Stored items

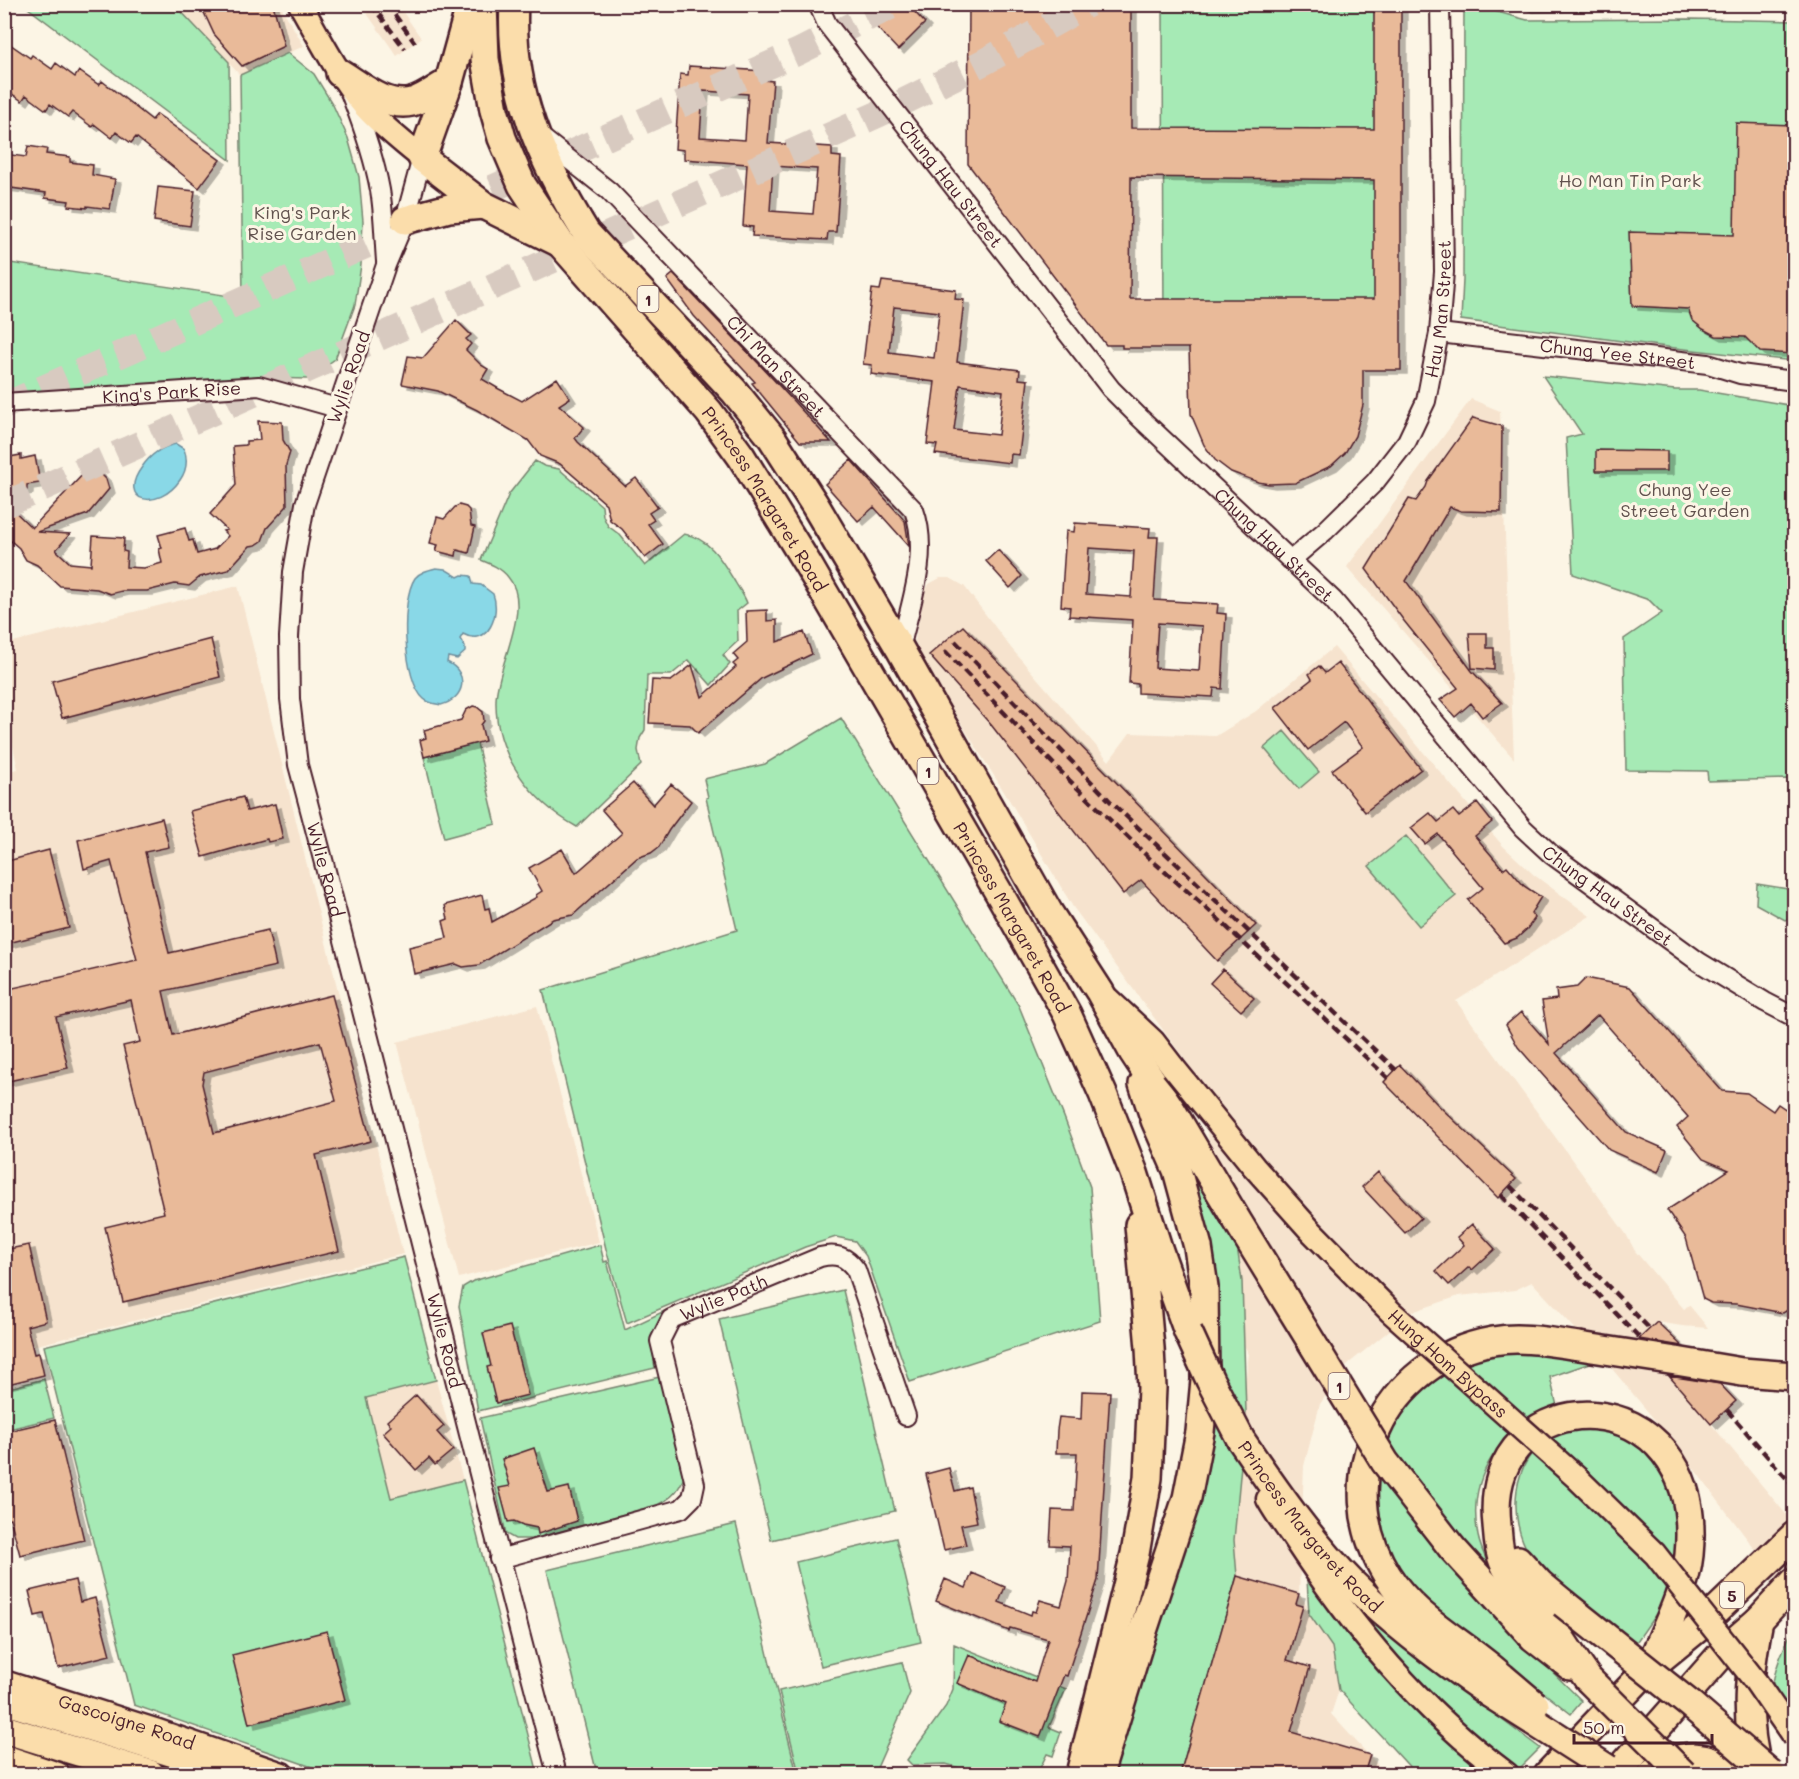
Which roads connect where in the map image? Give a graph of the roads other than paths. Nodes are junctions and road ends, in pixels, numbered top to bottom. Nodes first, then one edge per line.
1 (300, 4) edge
2 (474, 4) edge
3 (483, 4) edge
4 (514, 4) edge
5 (818, 4) edge
6 (1440, 4) edge
7 (344, 79) junction
8 (449, 82) junction
9 (533, 131) junction
10 (422, 158) junction
11 (483, 205) junction
12 (405, 220) junction
13 (561, 244) junction
14 (386, 266) junction
15 (1439, 333) junction
16 (1794, 381) edge
17 (4, 403) edge
18 (337, 408) junction
19 (1291, 560) junction
20 (900, 649) junction
21 (1100, 992) junction
22 (1794, 1017) edge
23 (1133, 1052) junction
24 (1134, 1173) junction
25 (1794, 1376) edge
26 (906, 1416) dead end
27 (1241, 1440) junction
28 (1794, 1536) edge
29 (499, 1559) junction
30 (1790, 1586) edge
31 (1548, 1620) junction
32 (1758, 1620) junction
33 (1650, 1666) junction
34 (4, 1682) edge
35 (4, 1700) edge
36 (4, 1719) edge
37 (4, 1729) edge
38 (1794, 1737) edge
39 (4, 1756) edge
40 (1618, 1768) edge
41 (58, 1774) edge
42 (150, 1774) edge
43 (183, 1774) edge
44 (240, 1774) edge
45 (282, 1774) edge
46 (556, 1774) edge
47 (1080, 1774) edge
48 (1099, 1774) edge
49 (1507, 1774) edge
50 (1548, 1774) edge
51 (1652, 1774) edge
52 (1683, 1774) edge
53 (1739, 1774) edge
54 (1759, 1774) edge
55 (1771, 1774) edge

1 - 7 main road
2 - 8 highway
3 - 13 highway, Princess Margaret Road / 1
4 - 9 highway, Princess Margaret Road / 1
5 - 19 street, Chung Hau Street
6 - 15 street, Hau Man Street
7 - 8 highway
7 - 10 main road
7 - 14 street
8 - 10 highway
9 - 20 highway, Princess Margaret Road / 1
9 - 20 street, Chi Man Street
10 - 11 highway
10 - 12 street, Wylie Road
11 - 12 highway
11 - 13 highway
12 - 14 street, Wylie Road
13 - 24 highway, Princess Margaret Road / 1
14 - 18 street, Wylie Road
15 - 16 street, Chung Yee Street
15 - 19 street, Hau Man Street
17 - 18 street, King's Park Rise
18 - 29 street, Wylie Road
19 - 22 street, Chung Hau Street
20 - 21 highway, Princess Margaret Road / 1
21 - 23 highway, Princess Margaret Road / 1
21 - 38 main road, Hung Hom Bypass, bridge
23 - 31 highway, Princess Margaret Road / 1, bridge
23 - 48 highway
24 - 27 highway, Princess Margaret Road / 1, bridge
24 - 47 highway
25 - 40 highway, bridge
26 - 29 street, Wylie Path
27 - 40 highway, Princess Margaret Road / 1, bridge
27 - 49 main road
28 - 33 highway, 5
29 - 46 street, Wylie Road
30 - 32 highway, 5
31 - 33 highway
31 - 52 highway, 1, bridge
31 - 55 highway, bridge
32 - 40 highway, 5
32 - 54 highway
33 - 50 highway, 5
34 - 45 main road, Gascoigne Road
35 - 44 highway
36 - 43 highway
37 - 42 highway
39 - 41 main road
51 - 53 highway

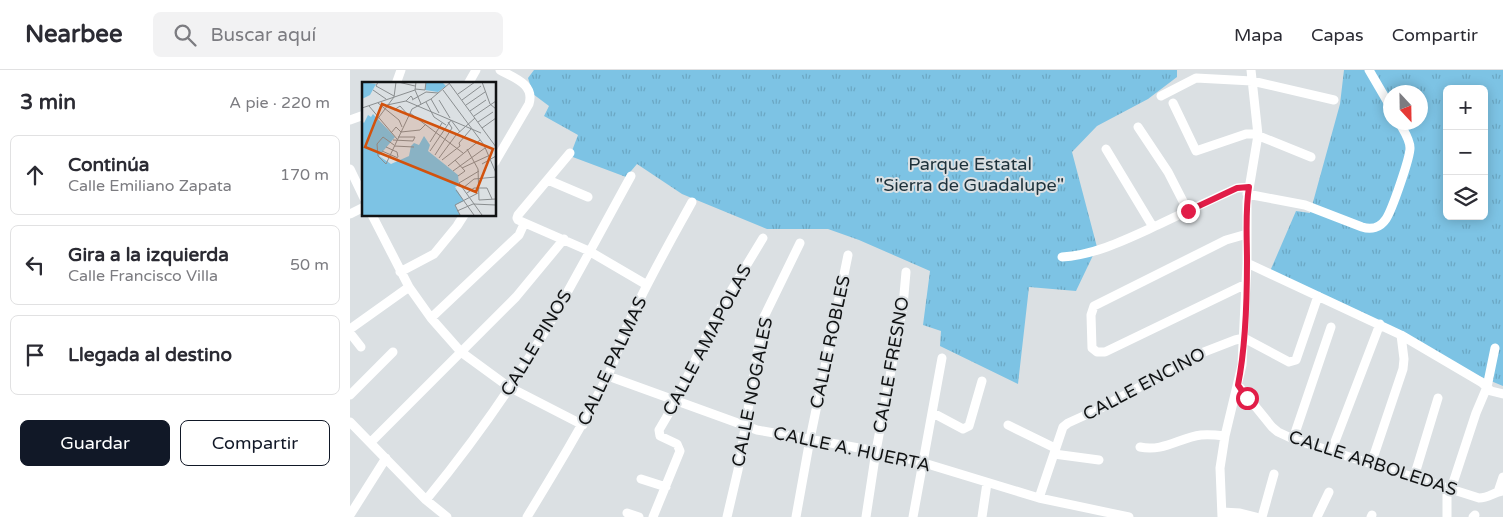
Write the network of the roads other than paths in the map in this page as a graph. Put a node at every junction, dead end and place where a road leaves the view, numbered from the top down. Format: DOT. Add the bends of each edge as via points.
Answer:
graph roads {
  1 [pos="401,70"];
  2 [pos="476,70"];
  3 [pos="500,70"];
  4 [pos="1251,70"];
  5 [pos="1369,70"];
  6 [pos="1252,80"];
  7 [pos="397,82"];
  8 [pos="469,82"];
  9 [pos="1383,94"];
  10 [pos="1161,96"];
  11 [pos="1334,100"];
  12 [pos="1173,103"];
  13 [pos="362,116"];
  14 [pos="350,120"];
  15 [pos="1138,127"];
  16 [pos="1403,130"];
  17 [pos="1258,135"];
  18 [pos="1106,149"];
  19 [pos="570,153"];
  20 [pos="1311,157"];
  21 [pos="496,160"];
  22 [pos="350,168"];
  23 [pos="631,176"];
  24 [pos="548,180"];
  25 [pos="1248,191"];
  26 [pos="362,194"];
  27 [pos="588,197"];
  28 [pos="692,202"];
  29 [pos="362,208"];
  30 [pos="1188,211"];
  31 [pos="350,214"];
  32 [pos="372,216"];
  33 [pos="463,216"];
  34 [pos="524,224"];
  35 [pos="1153,227"];
  36 [pos="1247,234"];
  37 [pos="764,238"];
  38 [pos="564,239"];
  39 [pos="800,243"];
  40 [pos="589,251"];
  41 [pos="848,256"];
  42 [pos="1062,257"];
  43 [pos="1247,263"];
  44 [pos="400,272"];
  45 [pos="906,272"];
  46 [pos="1246,284"];
  47 [pos="647,285"];
  48 [pos="408,287"];
  49 [pos="1318,296"];
  50 [pos="431,318"];
  51 [pos="1380,324"];
  52 [pos="1331,327"];
  53 [pos="350,329"];
  54 [pos="350,334"];
  55 [pos="1401,334"];
  56 [pos="1244,338"];
  57 [pos="361,347"];
  58 [pos="1495,348"];
  59 [pos="393,352"];
  60 [pos="461,352"];
  61 [pos="942,358"];
  62 [pos="608,376"];
  63 [pos="982,381"];
  64 [pos="1238,385"];
  65 [pos="509,387"];
  66 [pos="1487,388"];
  67 [pos="350,394"];
  68 [pos="1503,394"];
  69 [pos="1438,398"];
  70 [pos="676,401"];
  71 [pos="933,413"];
  72 [pos="350,422"];
  73 [pos="583,425"];
  74 [pos="745,425"];
  75 [pos="1008,426"];
  76 [pos="1225,436"];
  77 [pos="810,439"];
  78 [pos="1293,439"];
  79 [pos="370,442"];
  80 [pos="1140,447"];
  81 [pos="876,451"];
  82 [pos="1054,451"];
  83 [pos="1331,452"];
  84 [pos="386,458"];
  85 [pos="1099,460"];
  86 [pos="924,463"];
  87 [pos="1370,464"];
  88 [pos="1274,474"];
  89 [pos="1414,477"];
  90 [pos="1503,477"];
  91 [pos="641,479"];
  92 [pos="987,483"];
  93 [pos="666,487"];
  94 [pos="1451,489"];
  95 [pos="1500,491"];
  96 [pos="1329,492"];
  97 [pos="1039,498"];
  98 [pos="426,500"];
  99 [pos="433,513"];
  100 [pos="627,513"];
  101 [pos="1103,514"];
  102 [pos="1222,514"];
  103 [pos="350,515"];
  104 [pos="447,517"];
  105 [pos="528,517"];
  106 [pos="639,517"];
  107 [pos="654,517"];
  108 [pos="727,517"];
  109 [pos="796,517"];
  110 [pos="866,517"];
  111 [pos="913,517"];
  112 [pos="982,517"];
  113 [pos="1129,517"];
  114 [pos="1256,517"];
  115 [pos="1262,517"];
  116 [pos="1316,517"];
  117 [pos="1447,517"];
  1 -- 7 [label="street"];
  2 -- 8 [label="street"];
  3 -- 21 [label="street" via="525,85 531,93 529,104"];
  4 -- 6 [label="street"];
  5 -- 9 [label="street"];
  6 -- 10 [label="street" via="1194,78"];
  6 -- 11 [label="street"];
  6 -- 17 [label="street"];
  12 -- 17 [label="street" via="1196,151 1246,134"];
  13 -- 14 [label="street"];
  15 -- 30 [label="street" via="1168,172"];
  16 -- 25 [label="street" via="1410,148 1395,200 1386,219 1374,228 1368,229 1305,206"];
  17 -- 20 [label="street"];
  17 -- 25 [label="street"];
  18 -- 35 [label="street"];
  19 -- 24 [label="street"];
  22 -- 26 [label="street"];
  23 -- 40 [label="street, CALLE PINOS"];
  24 -- 27 [label="street"];
  24 -- 34 [label="street" via="517,218"];
  25 -- 30 [label="street" via="1237,188"];
  25 -- 36 [label="street"];
  28 -- 47 [label="street, CALLE PALMAS"];
  29 -- 31 [label="street"];
  30 -- 35 [label="street"];
  32 -- 44 [label="street"];
  33 -- 44 [label="street" via="434,254"];
  34 -- 38 [label="street"];
  34 -- 50 [label="street" via="519,235"];
  35 -- 42 [label="street" via="1098,250"];
  36 -- 43 [label="street"];
  36 -- 46 [label="street" via="1226,240 1097,304 1090,315 1091,344 1095,351 1104,352"];
  37 -- 70 [label="street, CALLE AMAPOLAS" via="716,314"];
  38 -- 40 [label="street"];
  38 -- 60 [label="street" via="516,297"];
  39 -- 74 [label="street, CALLE NOGALES" via="764,319"];
  40 -- 47 [label="street"];
  40 -- 65 [label="street, CALLE PINOS" via="550,323"];
  41 -- 77 [label="street, CALLE ROBLES"];
  43 -- 46 [label="street"];
  43 -- 49 [label="street"];
  44 -- 48 [label="street"];
  45 -- 81 [label="street, CALLE FRESNO" via="903,306"];
  46 -- 56 [label="street"];
  47 -- 62 [label="street, CALLE PALMAS"];
  48 -- 50 [label="street"];
  48 -- 53 [label="street"];
  49 -- 51 [label="street"];
  49 -- 56 [label="street" via="1293,362"];
  50 -- 60 [label="street"];
  51 -- 55 [label="street"];
  51 -- 83 [label="street"];
  52 -- 78 [label="street"];
  54 -- 57 [label="street"];
  55 -- 66 [label="street"];
  55 -- 87 [label="street" via="1403,369"];
  56 -- 64 [label="street"];
  56 -- 82 [label="street, CALLE ENCINO" via="1225,342 1204,352 1068,423 1063,427"];
  58 -- 66 [label="street"];
  59 -- 67 [label="street"];
  60 -- 65 [label="street"];
  60 -- 79 [label="street"];
  61 -- 71 [label="street"];
  62 -- 70 [label="street, CALLE A. HUERTA"];
  62 -- 73 [label="street, CALLE PALMAS"];
  63 -- 71 [label="street" via="967,428 963,429"];
  64 -- 76 [label="street"];
  64 -- 78 [label="street, CALLE ARBOLEDAS" via="1272,427"];
  65 -- 73 [label="street"];
  65 -- 98 [label="street, CALLE PINOS" via="475,439"];
  66 -- 68 [label="street"];
  66 -- 94 [label="street"];
  69 -- 89 [label="street"];
  70 -- 74 [label="street, CALLE A. HUERTA"];
  70 -- 93 [label="street, CALLE AMAPOLAS" via="658,432 679,448"];
  71 -- 86 [label="street"];
  72 -- 79 [label="street"];
  73 -- 105 [label="street, CALLE PALMAS"];
  74 -- 77 [label="street, CALLE A. HUERTA"];
  74 -- 108 [label="street, CALLE NOGALES"];
  75 -- 82 [label="street"];
  76 -- 80 [label="street" via="1203,434 1158,449"];
  76 -- 102 [label="street" via="1220,468"];
  77 -- 81 [label="street, CALLE A. HUERTA"];
  77 -- 109 [label="street, CALLE ROBLES"];
  78 -- 83 [label="street, CALLE ARBOLEDAS"];
  79 -- 84 [label="street"];
  81 -- 86 [label="street, CALLE A. HUERTA"];
  81 -- 110 [label="street, CALLE FRESNO"];
  82 -- 85 [label="street"];
  82 -- 97 [label="street, CALLE ENCINO"];
  83 -- 87 [label="street, CALLE ARBOLEDAS"];
  84 -- 98 [label="street"];
  84 -- 103 [label="street"];
  86 -- 92 [label="street, CALLE A. HUERTA"];
  86 -- 111 [label="street"];
  87 -- 89 [label="street, CALLE ARBOLEDAS"];
  88 -- 115 [label="street"];
  89 -- 94 [label="street, CALLE ARBOLEDAS"];
  90 -- 95 [label="street"];
  91 -- 93 [label="street"];
  92 -- 97 [label="street, CALLE A. HUERTA"];
  92 -- 112 [label="street"];
  93 -- 107 [label="street, CALLE AMAPOLAS"];
  94 -- 95 [label="street, CALLE ARBOLEDAS" via="1479,498"];
  94 -- 117 [label="street" via="1447,498"];
  96 -- 116 [label="street"];
  97 -- 101 [label="street, CALLE A. HUERTA"];
  98 -- 99 [label="street"];
  99 -- 104 [label="street"];
  100 -- 106 [label="street"];
  101 -- 113 [label="street, CALLE A. HUERTA"];
  102 -- 114 [label="street" via="1240,513"];
}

**EXERCISE:**
Every line of the entries that includes "where" must be copied into the answer.

**SOLUTION FOR THIS PROBLEM:**
Which roads connect where in the map image? Give a graph of the roads other than paths. Nodes are junctions and road ends, in pixels, numbered top to bottom. Nodes first, then one edge per line.
Write the network of the roads other than paths in the map in this page as a graph. Put a node at every junction, dead end and place where a road leaves the view, numbered from the top down. Format: DOT. Add the bends of each edge as via points.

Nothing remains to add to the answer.